◆ YOUR GOAL
Go through the listing and copy each line that has the string "first" in it.

◆ RECORDS FOR THE TASK
· · · · · · ·

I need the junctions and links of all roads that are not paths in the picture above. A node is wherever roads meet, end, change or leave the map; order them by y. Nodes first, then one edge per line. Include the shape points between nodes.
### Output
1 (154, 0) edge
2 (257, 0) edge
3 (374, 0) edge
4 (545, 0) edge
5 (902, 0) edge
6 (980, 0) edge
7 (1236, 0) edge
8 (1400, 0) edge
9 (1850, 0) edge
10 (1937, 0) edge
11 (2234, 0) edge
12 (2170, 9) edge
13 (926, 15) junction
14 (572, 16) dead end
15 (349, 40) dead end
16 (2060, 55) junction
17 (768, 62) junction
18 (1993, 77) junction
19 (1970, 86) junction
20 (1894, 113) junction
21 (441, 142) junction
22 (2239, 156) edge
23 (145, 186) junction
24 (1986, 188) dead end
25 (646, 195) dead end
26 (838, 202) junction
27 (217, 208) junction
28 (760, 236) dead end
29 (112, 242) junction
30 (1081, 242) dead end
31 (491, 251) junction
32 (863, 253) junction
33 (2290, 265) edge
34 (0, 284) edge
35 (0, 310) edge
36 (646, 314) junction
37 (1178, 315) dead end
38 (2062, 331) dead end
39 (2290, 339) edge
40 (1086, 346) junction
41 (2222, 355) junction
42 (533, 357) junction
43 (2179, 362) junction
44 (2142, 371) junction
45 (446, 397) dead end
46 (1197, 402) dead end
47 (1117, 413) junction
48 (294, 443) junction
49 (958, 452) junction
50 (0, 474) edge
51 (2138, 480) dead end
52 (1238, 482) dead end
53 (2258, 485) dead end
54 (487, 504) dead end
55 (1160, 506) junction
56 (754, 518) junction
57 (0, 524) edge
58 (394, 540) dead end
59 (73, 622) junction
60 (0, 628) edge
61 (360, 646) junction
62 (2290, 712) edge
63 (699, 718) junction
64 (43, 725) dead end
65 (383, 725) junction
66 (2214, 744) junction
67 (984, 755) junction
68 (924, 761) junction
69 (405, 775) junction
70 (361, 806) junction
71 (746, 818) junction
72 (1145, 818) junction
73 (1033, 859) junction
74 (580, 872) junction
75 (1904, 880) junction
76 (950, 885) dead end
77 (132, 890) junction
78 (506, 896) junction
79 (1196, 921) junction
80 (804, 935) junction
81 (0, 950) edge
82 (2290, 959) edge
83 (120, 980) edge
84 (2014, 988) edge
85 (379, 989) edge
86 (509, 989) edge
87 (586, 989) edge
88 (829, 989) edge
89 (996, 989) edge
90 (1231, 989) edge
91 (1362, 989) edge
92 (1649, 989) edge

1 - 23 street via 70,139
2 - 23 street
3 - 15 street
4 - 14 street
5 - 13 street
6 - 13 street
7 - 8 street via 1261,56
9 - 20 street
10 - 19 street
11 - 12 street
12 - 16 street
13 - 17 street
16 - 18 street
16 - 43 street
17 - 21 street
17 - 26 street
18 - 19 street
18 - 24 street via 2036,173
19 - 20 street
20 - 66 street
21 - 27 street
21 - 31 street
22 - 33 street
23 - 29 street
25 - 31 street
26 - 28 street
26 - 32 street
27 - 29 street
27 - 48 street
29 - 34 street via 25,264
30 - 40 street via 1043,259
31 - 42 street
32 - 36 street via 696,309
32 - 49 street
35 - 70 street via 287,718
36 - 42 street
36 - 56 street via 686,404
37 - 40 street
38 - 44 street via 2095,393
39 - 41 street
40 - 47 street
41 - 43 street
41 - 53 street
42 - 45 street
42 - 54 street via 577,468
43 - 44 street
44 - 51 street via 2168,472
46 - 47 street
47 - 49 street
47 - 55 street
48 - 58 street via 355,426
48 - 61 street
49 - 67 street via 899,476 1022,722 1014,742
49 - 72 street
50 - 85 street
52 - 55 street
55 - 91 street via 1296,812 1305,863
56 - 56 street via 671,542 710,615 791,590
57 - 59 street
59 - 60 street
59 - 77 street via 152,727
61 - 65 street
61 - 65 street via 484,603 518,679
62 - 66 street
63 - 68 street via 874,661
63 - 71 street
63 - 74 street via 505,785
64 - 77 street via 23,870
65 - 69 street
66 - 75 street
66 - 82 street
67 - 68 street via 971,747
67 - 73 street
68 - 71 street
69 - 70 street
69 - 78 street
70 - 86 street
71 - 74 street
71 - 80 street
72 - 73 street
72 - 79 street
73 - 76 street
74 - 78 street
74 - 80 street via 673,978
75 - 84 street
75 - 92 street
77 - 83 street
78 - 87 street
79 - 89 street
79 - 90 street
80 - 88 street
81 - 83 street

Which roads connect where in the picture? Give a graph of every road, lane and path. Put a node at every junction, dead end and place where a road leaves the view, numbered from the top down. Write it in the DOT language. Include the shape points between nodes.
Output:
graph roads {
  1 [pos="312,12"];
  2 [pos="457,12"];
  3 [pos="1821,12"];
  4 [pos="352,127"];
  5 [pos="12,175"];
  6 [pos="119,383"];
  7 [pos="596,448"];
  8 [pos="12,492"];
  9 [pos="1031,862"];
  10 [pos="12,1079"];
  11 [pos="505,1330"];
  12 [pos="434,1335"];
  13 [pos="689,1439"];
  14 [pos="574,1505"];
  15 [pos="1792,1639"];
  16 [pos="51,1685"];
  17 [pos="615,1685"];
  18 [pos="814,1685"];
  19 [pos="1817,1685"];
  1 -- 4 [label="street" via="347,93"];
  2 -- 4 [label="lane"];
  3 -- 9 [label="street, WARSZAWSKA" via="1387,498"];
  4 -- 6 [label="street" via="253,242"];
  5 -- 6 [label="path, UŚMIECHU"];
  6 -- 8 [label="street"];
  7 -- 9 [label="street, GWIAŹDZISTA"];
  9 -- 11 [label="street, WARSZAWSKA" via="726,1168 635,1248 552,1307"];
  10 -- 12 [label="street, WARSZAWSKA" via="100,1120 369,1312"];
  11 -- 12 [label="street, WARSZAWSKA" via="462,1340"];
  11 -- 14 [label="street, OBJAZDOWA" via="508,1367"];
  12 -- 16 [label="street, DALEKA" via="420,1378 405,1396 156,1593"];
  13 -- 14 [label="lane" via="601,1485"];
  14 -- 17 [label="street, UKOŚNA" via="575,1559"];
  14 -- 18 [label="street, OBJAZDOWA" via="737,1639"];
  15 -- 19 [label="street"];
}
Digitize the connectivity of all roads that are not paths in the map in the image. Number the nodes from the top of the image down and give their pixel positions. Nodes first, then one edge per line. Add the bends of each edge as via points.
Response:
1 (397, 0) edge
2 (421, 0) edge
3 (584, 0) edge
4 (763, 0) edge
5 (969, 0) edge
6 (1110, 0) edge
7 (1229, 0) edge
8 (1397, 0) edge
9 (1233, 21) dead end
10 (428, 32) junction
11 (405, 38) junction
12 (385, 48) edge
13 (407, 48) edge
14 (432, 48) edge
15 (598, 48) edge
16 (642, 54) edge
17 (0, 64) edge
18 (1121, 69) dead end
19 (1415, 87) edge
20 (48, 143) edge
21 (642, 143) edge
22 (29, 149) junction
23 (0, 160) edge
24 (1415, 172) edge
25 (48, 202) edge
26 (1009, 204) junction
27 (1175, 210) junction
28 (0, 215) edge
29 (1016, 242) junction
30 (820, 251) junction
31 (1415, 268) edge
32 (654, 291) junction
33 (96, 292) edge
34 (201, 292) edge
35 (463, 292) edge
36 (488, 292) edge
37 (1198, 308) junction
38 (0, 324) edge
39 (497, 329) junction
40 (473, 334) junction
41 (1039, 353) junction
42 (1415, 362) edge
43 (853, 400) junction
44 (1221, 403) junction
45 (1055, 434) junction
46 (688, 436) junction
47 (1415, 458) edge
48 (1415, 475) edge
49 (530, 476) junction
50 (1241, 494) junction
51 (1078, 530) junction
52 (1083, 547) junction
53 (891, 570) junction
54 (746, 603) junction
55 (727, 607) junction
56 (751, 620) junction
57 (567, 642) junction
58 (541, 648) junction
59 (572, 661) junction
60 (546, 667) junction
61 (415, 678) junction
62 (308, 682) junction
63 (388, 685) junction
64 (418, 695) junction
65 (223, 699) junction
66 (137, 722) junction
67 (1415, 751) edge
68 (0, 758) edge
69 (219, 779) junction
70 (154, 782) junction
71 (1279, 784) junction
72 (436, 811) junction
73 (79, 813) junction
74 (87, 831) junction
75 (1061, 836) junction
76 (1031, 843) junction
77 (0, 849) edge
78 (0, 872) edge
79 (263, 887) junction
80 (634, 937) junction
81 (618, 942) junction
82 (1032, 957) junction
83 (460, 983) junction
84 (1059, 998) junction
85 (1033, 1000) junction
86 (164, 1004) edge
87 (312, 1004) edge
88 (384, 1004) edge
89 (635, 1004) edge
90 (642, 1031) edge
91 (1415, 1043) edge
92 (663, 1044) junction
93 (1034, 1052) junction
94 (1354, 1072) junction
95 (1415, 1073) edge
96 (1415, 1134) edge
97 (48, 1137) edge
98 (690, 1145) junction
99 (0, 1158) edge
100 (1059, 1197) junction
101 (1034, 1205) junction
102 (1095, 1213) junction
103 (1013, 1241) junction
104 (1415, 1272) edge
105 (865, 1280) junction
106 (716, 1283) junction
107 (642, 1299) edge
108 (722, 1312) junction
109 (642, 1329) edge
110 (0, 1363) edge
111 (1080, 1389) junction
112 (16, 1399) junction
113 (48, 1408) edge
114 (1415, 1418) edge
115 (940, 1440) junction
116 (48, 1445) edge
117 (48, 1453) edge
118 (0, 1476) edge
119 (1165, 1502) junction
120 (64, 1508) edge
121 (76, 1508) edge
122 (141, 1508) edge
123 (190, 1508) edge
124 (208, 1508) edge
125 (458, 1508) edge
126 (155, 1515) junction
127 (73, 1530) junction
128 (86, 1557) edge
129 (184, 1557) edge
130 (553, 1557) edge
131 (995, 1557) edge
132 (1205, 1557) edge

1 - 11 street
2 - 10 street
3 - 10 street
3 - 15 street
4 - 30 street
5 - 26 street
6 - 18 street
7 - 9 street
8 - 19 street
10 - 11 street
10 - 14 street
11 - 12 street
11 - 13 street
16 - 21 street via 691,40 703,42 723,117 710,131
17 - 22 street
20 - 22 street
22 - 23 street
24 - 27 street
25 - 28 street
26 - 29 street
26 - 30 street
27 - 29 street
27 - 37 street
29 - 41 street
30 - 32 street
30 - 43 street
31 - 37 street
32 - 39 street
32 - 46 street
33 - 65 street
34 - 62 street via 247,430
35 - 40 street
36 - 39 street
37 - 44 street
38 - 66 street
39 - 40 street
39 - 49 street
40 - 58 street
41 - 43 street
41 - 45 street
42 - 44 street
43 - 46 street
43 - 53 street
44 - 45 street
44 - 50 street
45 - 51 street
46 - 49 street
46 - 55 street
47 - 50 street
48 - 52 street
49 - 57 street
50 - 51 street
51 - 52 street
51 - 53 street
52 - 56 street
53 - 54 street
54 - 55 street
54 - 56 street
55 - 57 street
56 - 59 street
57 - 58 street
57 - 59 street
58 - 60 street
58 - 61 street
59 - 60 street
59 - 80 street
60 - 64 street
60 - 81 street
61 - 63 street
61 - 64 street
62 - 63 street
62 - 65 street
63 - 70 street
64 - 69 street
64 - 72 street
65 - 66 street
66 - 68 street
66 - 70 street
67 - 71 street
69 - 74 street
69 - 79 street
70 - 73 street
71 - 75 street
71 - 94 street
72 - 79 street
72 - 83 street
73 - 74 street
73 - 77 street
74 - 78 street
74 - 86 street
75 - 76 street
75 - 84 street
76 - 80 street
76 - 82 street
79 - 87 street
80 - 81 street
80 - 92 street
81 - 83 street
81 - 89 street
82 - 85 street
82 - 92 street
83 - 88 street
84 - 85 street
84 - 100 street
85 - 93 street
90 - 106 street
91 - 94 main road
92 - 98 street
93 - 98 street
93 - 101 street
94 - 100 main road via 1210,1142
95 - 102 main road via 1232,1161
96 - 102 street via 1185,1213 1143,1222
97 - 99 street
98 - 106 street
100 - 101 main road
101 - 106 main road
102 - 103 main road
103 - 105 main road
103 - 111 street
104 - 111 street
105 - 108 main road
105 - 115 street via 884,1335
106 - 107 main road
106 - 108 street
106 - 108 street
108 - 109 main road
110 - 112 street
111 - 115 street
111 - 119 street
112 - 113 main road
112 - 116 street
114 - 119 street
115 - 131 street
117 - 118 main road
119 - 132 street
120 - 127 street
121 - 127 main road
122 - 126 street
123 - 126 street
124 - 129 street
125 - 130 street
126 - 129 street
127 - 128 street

· · · · · · ·

◆ RESPONSE AREA
I need the junctions and links of all roads that are not paths in the picture above. A node is wherever roads meet, end, change or leave the map; order them by y. Nodes first, then one edge per line. Include the shape points between nodes.
Digitize the connectivity of all roads that are not paths in the map in the image. Number the nodes from the top of the image down and give their pixel positions. Nodes first, then one edge per line. Add the bends of each edge as via points.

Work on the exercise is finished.